Construction was initiated in June 2014 and as of September 2015, 49% of the overall construction works was completed, while the overall engineering design was 90% complete. First production from the project was achieved in 2016 and the first diamond sale was held in February 2017.

The mine began commercial production in the second quarter of 2017. It currently employs more than 550 workers.

Lesotho diamond mine history and geology

The diamond mine was discovered in the 1950s by Colonel Jack Scott. Kopane Diamond Development produced diamond from the satellite pipe between 2005 and 2008. Firestone Diamonds acquired the project in September 2010 and restarted operation from a pilot facility in July 2011, producing more than 325,000ct until October 2013.

The first large-scale evaluation programme on the main pipe was conducted by MineGem (acquired by Kopane in 2001) in the 1990s. The satellite pipe covers a surface area of 1.6ha, while the main pipe, located approximately 300m from the satellite pipe, covers a surface area of 8.6ha.

The diamond mine site integrates four intrusive kimberlite rocks, namely K2, K4, K5 and K6.

Liqhobong mine reserves

As of June 2019, the mine was estimated to contain probable reserves of 25.2Mt graded at 22cpht, containing 5.623Mct of diamond.

The combined indicated and inferred resources were estimated to be 73.29Mt graded at 28ct/100t, containing 20.246Mct of diamond.

Mining and processing at Liqhobong mine

Up to 60% of the total resource will be mined using the open-pit mining method, incorporating three stripping cuts, while the remaining resource is expected to be mined employing either a fourth cut in the open-pit or through an underground operation.

“The combined indicated and inferred resources were estimated to be 73.29Mt graded at 28ct/100t, containing 20.246Mct of diamond.”

The main treatment plant comprises two 250t an hour trains, which treat 3.6Mt of ore and produce more than 1.1Mct a year of diamond. It integrates a simple scrubbing, screening, crushing and concentration design.

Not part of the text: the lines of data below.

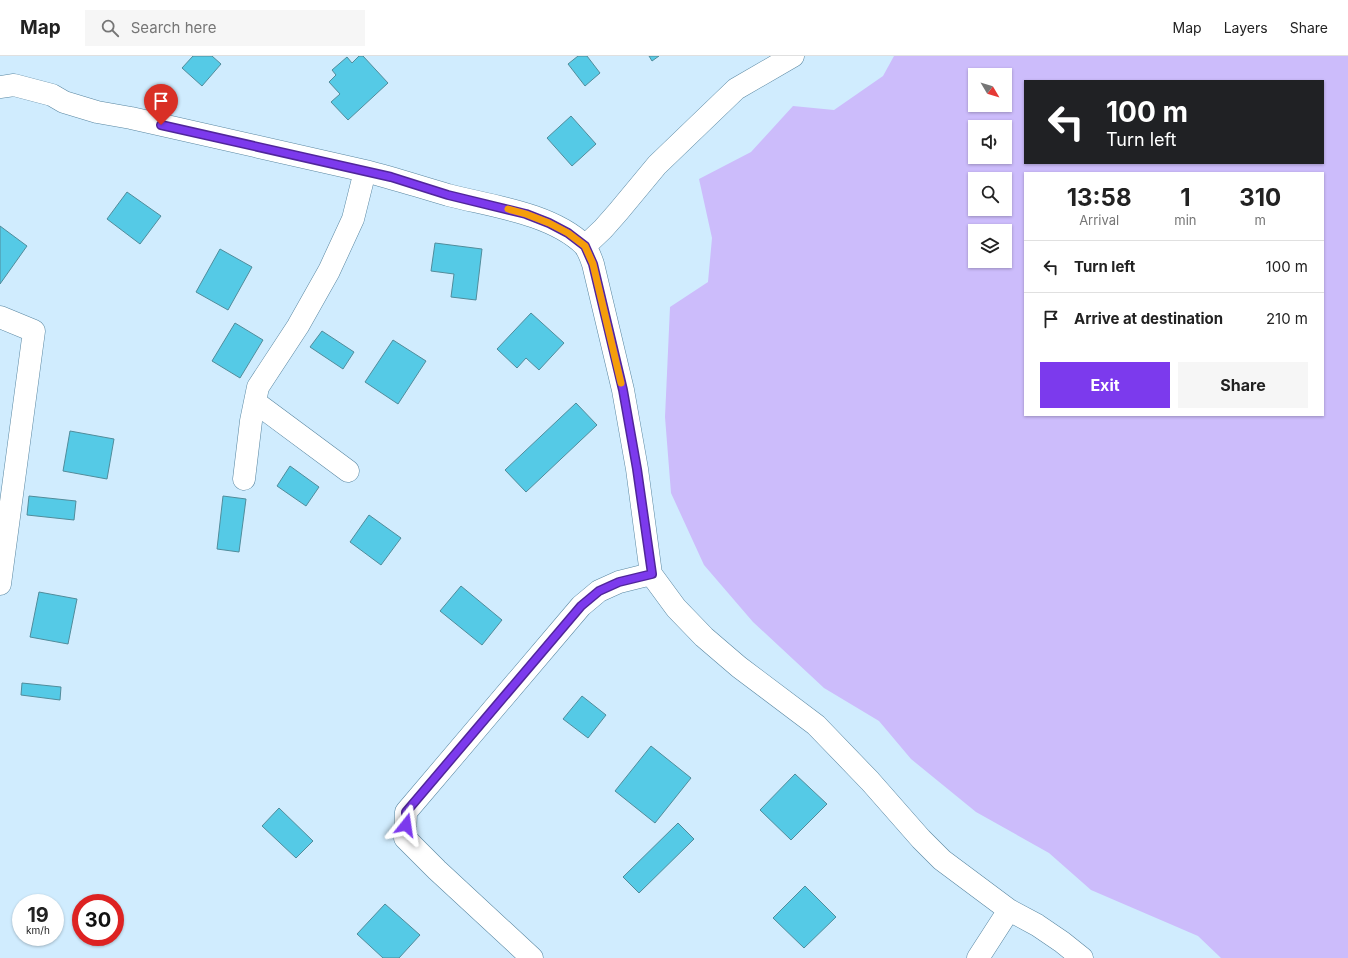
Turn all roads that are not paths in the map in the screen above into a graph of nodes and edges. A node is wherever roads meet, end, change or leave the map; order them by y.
1 (794, 56) edge
2 (0, 87) edge
3 (365, 171) junction
4 (585, 246) junction
5 (0, 317) edge
6 (255, 402) junction
7 (348, 471) dead end
8 (244, 479) dead end
9 (652, 574) junction
10 (0, 584) edge
11 (1009, 910) junction
12 (532, 958) edge
13 (978, 958) edge
14 (1082, 958) edge

1 - 4 street
2 - 3 street
3 - 4 street
3 - 6 street
4 - 9 street
5 - 10 street
6 - 7 street
6 - 8 street
9 - 11 street
9 - 12 street
11 - 13 street
11 - 14 street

The processing plant incorporates combined jaw and cone crushers, scrubbing and conventional screening, coarse and fines dense medium separation and final concentration using X-ray fluorescence technology.

The plant treated 3.7 million tonnes of ore FY2019, exceeding its nameplate capacity of 500 tonnes per hour (tph). It recovered 829,458 carats with a grade of 22.6 carats per 100 tonnes (cpht) for the year.

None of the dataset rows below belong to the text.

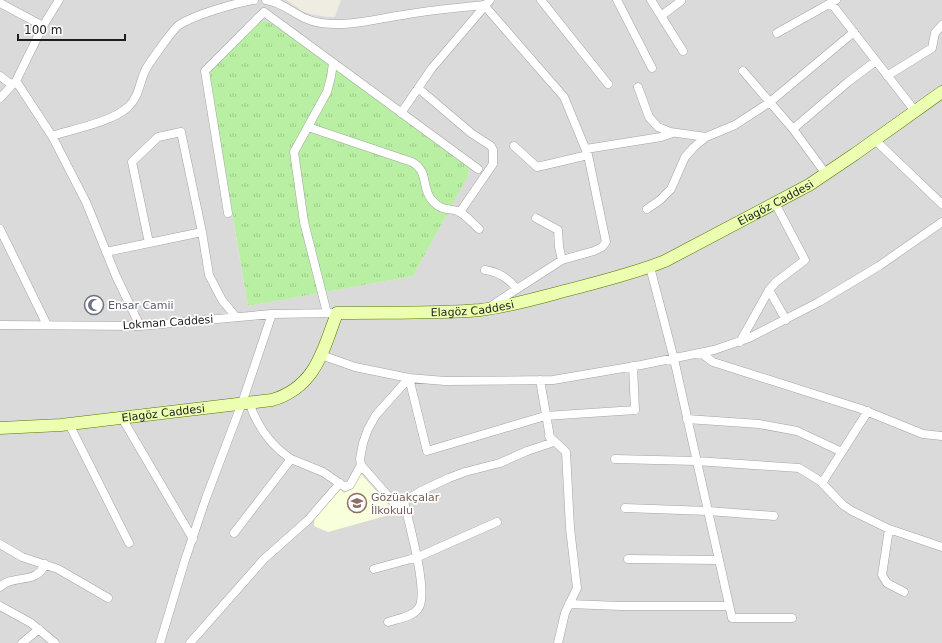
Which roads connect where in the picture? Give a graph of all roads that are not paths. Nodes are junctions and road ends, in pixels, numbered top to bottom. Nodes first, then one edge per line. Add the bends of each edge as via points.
1 (59, 0) edge
2 (254, 0) edge
3 (266, 0) edge
4 (541, 0) edge
5 (617, 0) edge
6 (651, 0) edge
7 (681, 1) dead end
8 (833, 1) edge
9 (487, 2) edge
10 (0, 3) edge
11 (661, 16) junction
12 (942, 25) edge
13 (43, 26) junction
14 (854, 32) junction
15 (777, 33) dead end
16 (683, 51) dead end
17 (876, 61) junction
18 (333, 63) junction
19 (652, 68) dead end
20 (743, 71) dead end
21 (0, 76) edge
22 (887, 76) junction
23 (14, 83) junction
24 (608, 84) dead end
25 (638, 87) dead end
26 (418, 88) junction
27 (942, 92) edge
28 (0, 98) edge
29 (770, 102) junction
30 (915, 111) junction
31 (401, 113) junction
32 (308, 127) junction
33 (793, 129) junction
34 (676, 132) junction
35 (52, 136) junction
36 (706, 137) junction
37 (875, 140) junction
38 (514, 146) dead end
39 (587, 152) junction
40 (478, 169) dead end
41 (826, 174) junction
42 (775, 203) junction
43 (942, 204) edge
44 (647, 209) dead end
45 (460, 212) junction
46 (228, 213) dead end
47 (536, 218) dead end
48 (942, 222) edge
49 (0, 229) edge
50 (480, 229) dead end
51 (202, 232) junction
52 (149, 243) junction
53 (106, 252) junction
54 (562, 260) junction
55 (650, 267) junction
56 (485, 270) dead end
57 (516, 289) junction
58 (769, 290) junction
59 (489, 308) junction
60 (332, 313) junction
61 (272, 314) junction
62 (236, 317) junction
63 (786, 320) junction
64 (0, 325) edge
65 (47, 325) junction
66 (140, 326) junction
67 (740, 342) junction
68 (701, 353) junction
69 (321, 355) junction
70 (674, 359) junction
71 (634, 366) junction
72 (409, 378) junction
73 (540, 380) junction
74 (246, 403) junction
75 (868, 411) junction
76 (545, 416) junction
77 (122, 418) junction
78 (687, 419) junction
79 (69, 424) junction
80 (0, 428) edge
81 (549, 436) junction
82 (942, 436) edge
83 (842, 452) junction
84 (291, 459) junction
85 (615, 460) dead end
86 (696, 461) junction
87 (361, 466) junction
88 (340, 483) junction
89 (822, 483) junction
90 (404, 502) junction
91 (626, 508) dead end
92 (708, 511) junction
93 (774, 516) dead end
94 (496, 522) dead end
95 (889, 529) junction
96 (234, 533) dead end
97 (193, 539) junction
98 (129, 543) dead end
99 (0, 544) edge
100 (942, 546) edge
101 (418, 557) junction
102 (628, 559) dead end
103 (718, 560) junction
104 (45, 564) junction
105 (374, 569) dead end
106 (0, 587) edge
107 (904, 592) dead end
108 (108, 598) dead end
109 (569, 604) junction
110 (0, 606) edge
111 (729, 606) junction
112 (792, 618) dead end
113 (388, 622) dead end
114 (39, 629) junction
115 (22, 643) edge
116 (55, 643) edge
117 (160, 643) edge
118 (190, 643) edge
119 (558, 643) edge

1 - 13 street
2 - 35 street via 214,10 178,26 148,66 138,94 119,114
3 - 9 street via 306,19 332,24
4 - 24 street
5 - 19 street
6 - 11 street
7 - 11 street
8 - 14 street
8 - 15 street
9 - 26 street
9 - 39 street via 564,97
10 - 13 street
11 - 16 street
12 - 22 street via 935,33 932,48
13 - 23 street
14 - 17 street
14 - 29 street
17 - 22 street
17 - 33 street
18 - 31 street
18 - 32 street via 327,92
18 - 46 street via 264,12 205,71
20 - 29 street
21 - 23 street
22 - 30 street
23 - 28 street
23 - 35 street
25 - 34 street via 651,121 662,129
26 - 31 street
26 - 45 street via 493,150 493,164
27 - 30 street, Elagöz Caddesi
29 - 33 street
29 - 36 street via 735,125
30 - 37 street, Elagöz Caddesi
31 - 40 street
32 - 45 street via 412,162 422,171 428,194 435,203 445,210
32 - 60 street via 294,152 304,222
33 - 41 street
34 - 36 street
34 - 39 street
35 - 53 street via 86,202
36 - 44 street via 685,158 671,189
37 - 41 street, Elagöz Caddesi
37 - 43 street
38 - 39 street via 537,167
39 - 54 street via 606,242 594,251
41 - 42 street, Elagöz Caddesi
42 - 55 street, Elagöz Caddesi
42 - 58 street via 805,260
45 - 50 street
47 - 54 street via 558,230
48 - 63 street via 879,266
49 - 65 street
51 - 52 street
51 - 52 street via 181,132 158,137 132,162
51 - 62 street via 210,275 222,300
52 - 53 street
53 - 66 street
54 - 57 street
55 - 59 street, Elagöz Caddesi via 532,301
55 - 70 street
56 - 57 street via 503,276
57 - 59 street
58 - 63 street
58 - 67 street
59 - 60 street, Elagöz Caddesi via 460,311
60 - 61 street, Lokman Caddesi
60 - 69 street, Elagöz Caddesi
61 - 62 street, Lokman Caddesi
61 - 74 street
62 - 66 street, Lokman Caddesi
63 - 67 street
64 - 65 street, Lokman Caddesi
65 - 66 street, Lokman Caddesi
67 - 68 street
68 - 70 street
68 - 75 street via 713,362
69 - 72 street via 355,367
69 - 74 street, Elagöz Caddesi via 310,375 294,390 272,400
70 - 71 street
70 - 78 street
71 - 73 street via 568,378
71 - 76 street via 635,410
72 - 73 street via 445,381
72 - 76 street via 427,451
72 - 87 street via 372,422 363,443
73 - 76 street
74 - 77 street, Elagöz Caddesi
74 - 84 street via 266,437
74 - 97 street via 206,498
75 - 82 street via 923,434
75 - 83 street
76 - 81 street
77 - 79 street, Elagöz Caddesi
77 - 97 street
78 - 83 street via 759,424 797,431
78 - 86 street
79 - 80 street, Elagöz Caddesi
79 - 98 street
81 - 90 street via 551,443 500,463 449,478
81 - 109 street via 566,452 570,535 577,588
83 - 89 street
84 - 88 street via 323,472
84 - 96 street
85 - 86 street
86 - 89 street via 799,468
86 - 92 street
87 - 88 street via 350,485
87 - 90 street via 397,506
88 - 118 street via 308,520 264,559
89 - 95 street via 847,508
90 - 101 street
91 - 92 street
92 - 93 street
92 - 103 street
94 - 101 street
95 - 100 street
95 - 107 street via 882,575 887,583
97 - 117 street
99 - 104 street via 22,557
101 - 105 street
101 - 113 street via 421,606 413,614
102 - 103 street
103 - 111 street
104 - 106 street via 36,576 8,582
104 - 108 street
109 - 111 street
109 - 119 street
110 - 114 street
111 - 112 street via 732,618
114 - 115 street
114 - 116 street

Infrastructure and construction

Related major infrastructure at the project site includes a residue storage facility (RSF), a waste rock dump, mine offices and accommodation blocks.

A new 5.8km access road, the power grid connection facilities, earthworks and accommodation facilities were completed as of September 2015. The project also involves the decommissioning and dismantling of the pilot plant at the site.

Financing Firestone Diamonds’ flagship project

The total investment in the project is estimated to reach $185.4m. The project achieved financial closure in May 2014 and is being funded through equity and debt. The strategic investors in the project include the Pacific Road Resource Fund, and the Resource Capital Fund.

An $82.4m debt facility is being provided by the Absa Bank, while the project also benefits from a $30m Eurobond (Series A) debt. The review of the project’s financial model was performed by Operis on behalf of both Firestone Diamonds and Absa.

Contractors involved with the Liqhobong diamond mine

The engineering, procurement and construction management (EPCM) contractor for the project is DPR. The company was also involved in conducting the project’s DFS in collaboration with a number of independent consultants, including Zstar Mining Mineral Resource Consultants, AC Howe, and MPH Consulting, as well as Snowden Mining Industry Consultants, Golder Associates Africa, and Geo Tail.

JB Switchgear has been contracted by DRA to design, manufacture and supply 11 of its Eagle Series motor control centres (MCCs) for the project, while Zest WEG Group’s Generator Set Division manufactured and supplied a containerized three-generator unit with a collapsible snow roof for the project.

Other contractors involved in the project are MGCRST Mining, and Turnkey Civil Group (TCG).

Stefanutti Stocks is responsible for the earth and civil works at the mine.